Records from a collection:
* * *
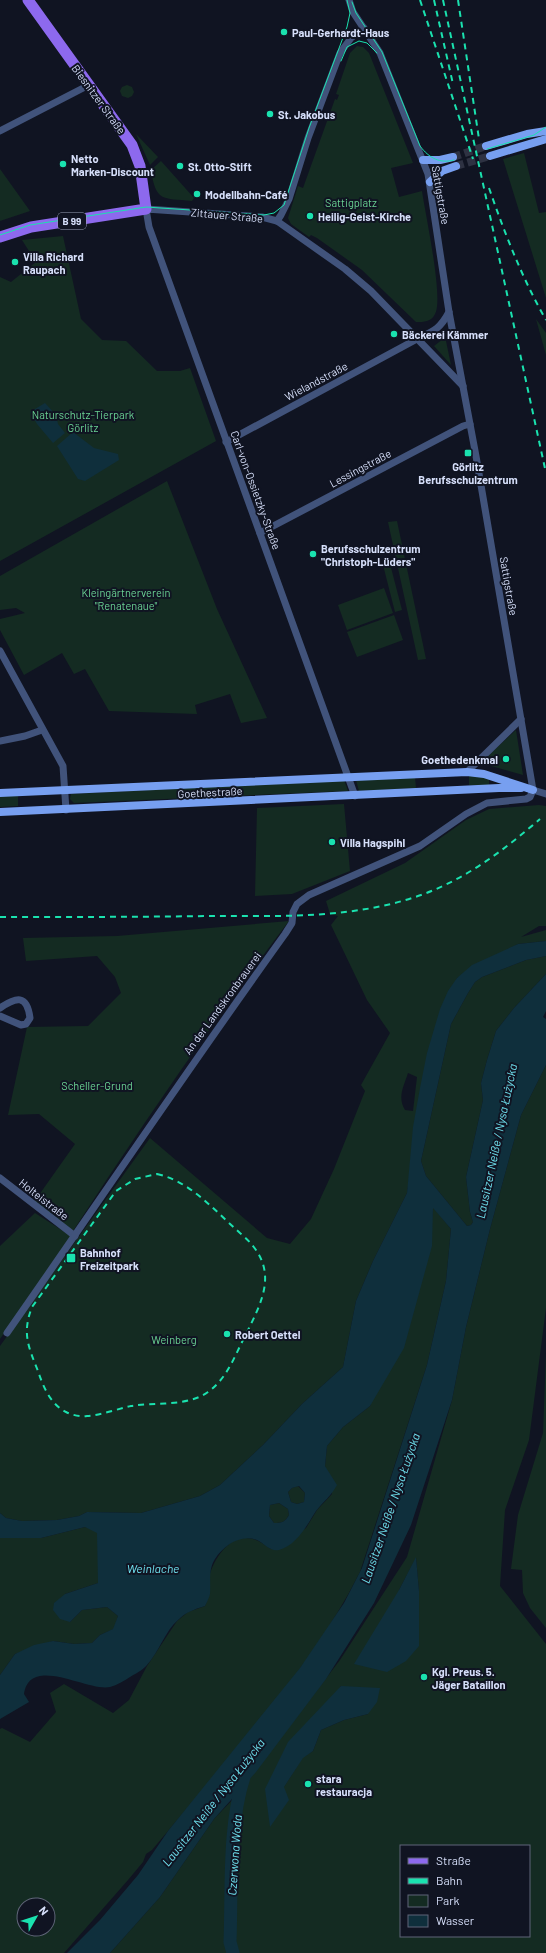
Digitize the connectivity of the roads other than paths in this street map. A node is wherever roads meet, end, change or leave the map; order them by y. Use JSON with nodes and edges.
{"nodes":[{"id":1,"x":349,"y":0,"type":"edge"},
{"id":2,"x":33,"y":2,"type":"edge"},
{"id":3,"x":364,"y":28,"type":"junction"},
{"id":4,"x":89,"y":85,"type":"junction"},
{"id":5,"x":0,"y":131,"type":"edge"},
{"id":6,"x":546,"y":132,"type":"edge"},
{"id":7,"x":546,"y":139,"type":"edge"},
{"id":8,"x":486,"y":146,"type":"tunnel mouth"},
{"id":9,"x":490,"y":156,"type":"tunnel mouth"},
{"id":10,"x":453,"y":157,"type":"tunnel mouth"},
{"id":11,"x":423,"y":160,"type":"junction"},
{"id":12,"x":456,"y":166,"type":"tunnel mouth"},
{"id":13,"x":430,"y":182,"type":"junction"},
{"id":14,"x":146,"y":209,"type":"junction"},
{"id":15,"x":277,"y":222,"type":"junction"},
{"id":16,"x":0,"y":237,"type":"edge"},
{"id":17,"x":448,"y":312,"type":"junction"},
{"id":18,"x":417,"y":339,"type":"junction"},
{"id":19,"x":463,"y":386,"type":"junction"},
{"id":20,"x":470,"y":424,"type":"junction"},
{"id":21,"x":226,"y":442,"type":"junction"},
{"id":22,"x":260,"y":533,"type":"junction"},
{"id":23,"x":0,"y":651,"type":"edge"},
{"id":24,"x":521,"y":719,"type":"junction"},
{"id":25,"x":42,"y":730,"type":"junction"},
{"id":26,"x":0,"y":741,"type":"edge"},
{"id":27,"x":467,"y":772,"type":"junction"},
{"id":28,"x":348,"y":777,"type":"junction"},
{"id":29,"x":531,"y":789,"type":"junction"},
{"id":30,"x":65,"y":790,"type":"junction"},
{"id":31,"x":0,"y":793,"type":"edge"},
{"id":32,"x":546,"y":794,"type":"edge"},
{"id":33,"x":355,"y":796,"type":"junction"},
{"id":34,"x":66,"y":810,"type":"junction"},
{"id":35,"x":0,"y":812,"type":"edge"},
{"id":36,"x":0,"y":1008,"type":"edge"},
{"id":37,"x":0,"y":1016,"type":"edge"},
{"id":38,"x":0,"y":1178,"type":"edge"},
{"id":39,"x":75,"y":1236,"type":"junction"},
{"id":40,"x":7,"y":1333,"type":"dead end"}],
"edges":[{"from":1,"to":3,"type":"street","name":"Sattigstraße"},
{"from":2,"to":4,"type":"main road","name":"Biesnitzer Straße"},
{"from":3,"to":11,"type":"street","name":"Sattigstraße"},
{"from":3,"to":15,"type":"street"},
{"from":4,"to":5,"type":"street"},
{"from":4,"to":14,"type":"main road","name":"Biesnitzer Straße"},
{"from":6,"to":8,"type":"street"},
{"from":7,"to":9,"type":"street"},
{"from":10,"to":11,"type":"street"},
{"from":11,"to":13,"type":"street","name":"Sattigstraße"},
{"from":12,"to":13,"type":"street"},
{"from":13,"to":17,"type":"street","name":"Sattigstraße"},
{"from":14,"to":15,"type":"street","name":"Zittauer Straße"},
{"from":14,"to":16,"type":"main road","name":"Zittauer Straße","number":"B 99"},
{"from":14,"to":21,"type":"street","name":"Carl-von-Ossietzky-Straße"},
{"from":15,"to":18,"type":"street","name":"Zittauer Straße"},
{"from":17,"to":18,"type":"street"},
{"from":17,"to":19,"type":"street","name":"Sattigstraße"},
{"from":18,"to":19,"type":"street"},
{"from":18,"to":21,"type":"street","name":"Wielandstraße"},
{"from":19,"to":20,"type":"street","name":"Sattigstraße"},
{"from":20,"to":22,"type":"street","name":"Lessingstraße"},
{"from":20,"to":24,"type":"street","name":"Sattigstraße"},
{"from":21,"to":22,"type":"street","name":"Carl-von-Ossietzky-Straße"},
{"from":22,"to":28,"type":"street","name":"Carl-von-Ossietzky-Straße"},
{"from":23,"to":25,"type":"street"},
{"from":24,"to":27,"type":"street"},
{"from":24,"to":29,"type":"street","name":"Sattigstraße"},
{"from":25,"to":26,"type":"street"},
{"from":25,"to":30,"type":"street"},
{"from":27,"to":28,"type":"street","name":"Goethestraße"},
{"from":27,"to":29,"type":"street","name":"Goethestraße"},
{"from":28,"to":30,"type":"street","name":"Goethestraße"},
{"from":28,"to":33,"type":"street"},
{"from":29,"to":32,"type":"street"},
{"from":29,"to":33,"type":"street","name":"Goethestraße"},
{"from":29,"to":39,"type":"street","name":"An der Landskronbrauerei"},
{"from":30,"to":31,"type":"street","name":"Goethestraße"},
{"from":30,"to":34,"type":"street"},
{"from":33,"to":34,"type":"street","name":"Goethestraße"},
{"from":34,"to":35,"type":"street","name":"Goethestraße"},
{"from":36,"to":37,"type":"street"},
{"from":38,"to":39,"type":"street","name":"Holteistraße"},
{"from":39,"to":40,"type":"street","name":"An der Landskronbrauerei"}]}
* * *
**Brief:** Your reply should repeat the entries above exactly, leaving the pictures out.

**Worked solution:**
Digitize the connectivity of the roads other than paths in this street map. A node is wherever roads meet, end, change or leave the map; order them by y. Use JSON with nodes and edges.
{"nodes":[{"id":1,"x":349,"y":0,"type":"edge"},
{"id":2,"x":33,"y":2,"type":"edge"},
{"id":3,"x":364,"y":28,"type":"junction"},
{"id":4,"x":89,"y":85,"type":"junction"},
{"id":5,"x":0,"y":131,"type":"edge"},
{"id":6,"x":546,"y":132,"type":"edge"},
{"id":7,"x":546,"y":139,"type":"edge"},
{"id":8,"x":486,"y":146,"type":"tunnel mouth"},
{"id":9,"x":490,"y":156,"type":"tunnel mouth"},
{"id":10,"x":453,"y":157,"type":"tunnel mouth"},
{"id":11,"x":423,"y":160,"type":"junction"},
{"id":12,"x":456,"y":166,"type":"tunnel mouth"},
{"id":13,"x":430,"y":182,"type":"junction"},
{"id":14,"x":146,"y":209,"type":"junction"},
{"id":15,"x":277,"y":222,"type":"junction"},
{"id":16,"x":0,"y":237,"type":"edge"},
{"id":17,"x":448,"y":312,"type":"junction"},
{"id":18,"x":417,"y":339,"type":"junction"},
{"id":19,"x":463,"y":386,"type":"junction"},
{"id":20,"x":470,"y":424,"type":"junction"},
{"id":21,"x":226,"y":442,"type":"junction"},
{"id":22,"x":260,"y":533,"type":"junction"},
{"id":23,"x":0,"y":651,"type":"edge"},
{"id":24,"x":521,"y":719,"type":"junction"},
{"id":25,"x":42,"y":730,"type":"junction"},
{"id":26,"x":0,"y":741,"type":"edge"},
{"id":27,"x":467,"y":772,"type":"junction"},
{"id":28,"x":348,"y":777,"type":"junction"},
{"id":29,"x":531,"y":789,"type":"junction"},
{"id":30,"x":65,"y":790,"type":"junction"},
{"id":31,"x":0,"y":793,"type":"edge"},
{"id":32,"x":546,"y":794,"type":"edge"},
{"id":33,"x":355,"y":796,"type":"junction"},
{"id":34,"x":66,"y":810,"type":"junction"},
{"id":35,"x":0,"y":812,"type":"edge"},
{"id":36,"x":0,"y":1008,"type":"edge"},
{"id":37,"x":0,"y":1016,"type":"edge"},
{"id":38,"x":0,"y":1178,"type":"edge"},
{"id":39,"x":75,"y":1236,"type":"junction"},
{"id":40,"x":7,"y":1333,"type":"dead end"}],
"edges":[{"from":1,"to":3,"type":"street","name":"Sattigstraße"},
{"from":2,"to":4,"type":"main road","name":"Biesnitzer Straße"},
{"from":3,"to":11,"type":"street","name":"Sattigstraße"},
{"from":3,"to":15,"type":"street"},
{"from":4,"to":5,"type":"street"},
{"from":4,"to":14,"type":"main road","name":"Biesnitzer Straße"},
{"from":6,"to":8,"type":"street"},
{"from":7,"to":9,"type":"street"},
{"from":10,"to":11,"type":"street"},
{"from":11,"to":13,"type":"street","name":"Sattigstraße"},
{"from":12,"to":13,"type":"street"},
{"from":13,"to":17,"type":"street","name":"Sattigstraße"},
{"from":14,"to":15,"type":"street","name":"Zittauer Straße"},
{"from":14,"to":16,"type":"main road","name":"Zittauer Straße","number":"B 99"},
{"from":14,"to":21,"type":"street","name":"Carl-von-Ossietzky-Straße"},
{"from":15,"to":18,"type":"street","name":"Zittauer Straße"},
{"from":17,"to":18,"type":"street"},
{"from":17,"to":19,"type":"street","name":"Sattigstraße"},
{"from":18,"to":19,"type":"street"},
{"from":18,"to":21,"type":"street","name":"Wielandstraße"},
{"from":19,"to":20,"type":"street","name":"Sattigstraße"},
{"from":20,"to":22,"type":"street","name":"Lessingstraße"},
{"from":20,"to":24,"type":"street","name":"Sattigstraße"},
{"from":21,"to":22,"type":"street","name":"Carl-von-Ossietzky-Straße"},
{"from":22,"to":28,"type":"street","name":"Carl-von-Ossietzky-Straße"},
{"from":23,"to":25,"type":"street"},
{"from":24,"to":27,"type":"street"},
{"from":24,"to":29,"type":"street","name":"Sattigstraße"},
{"from":25,"to":26,"type":"street"},
{"from":25,"to":30,"type":"street"},
{"from":27,"to":28,"type":"street","name":"Goethestraße"},
{"from":27,"to":29,"type":"street","name":"Goethestraße"},
{"from":28,"to":30,"type":"street","name":"Goethestraße"},
{"from":28,"to":33,"type":"street"},
{"from":29,"to":32,"type":"street"},
{"from":29,"to":33,"type":"street","name":"Goethestraße"},
{"from":29,"to":39,"type":"street","name":"An der Landskronbrauerei"},
{"from":30,"to":31,"type":"street","name":"Goethestraße"},
{"from":30,"to":34,"type":"street"},
{"from":33,"to":34,"type":"street","name":"Goethestraße"},
{"from":34,"to":35,"type":"street","name":"Goethestraße"},
{"from":36,"to":37,"type":"street"},
{"from":38,"to":39,"type":"street","name":"Holteistraße"},
{"from":39,"to":40,"type":"street","name":"An der Landskronbrauerei"}]}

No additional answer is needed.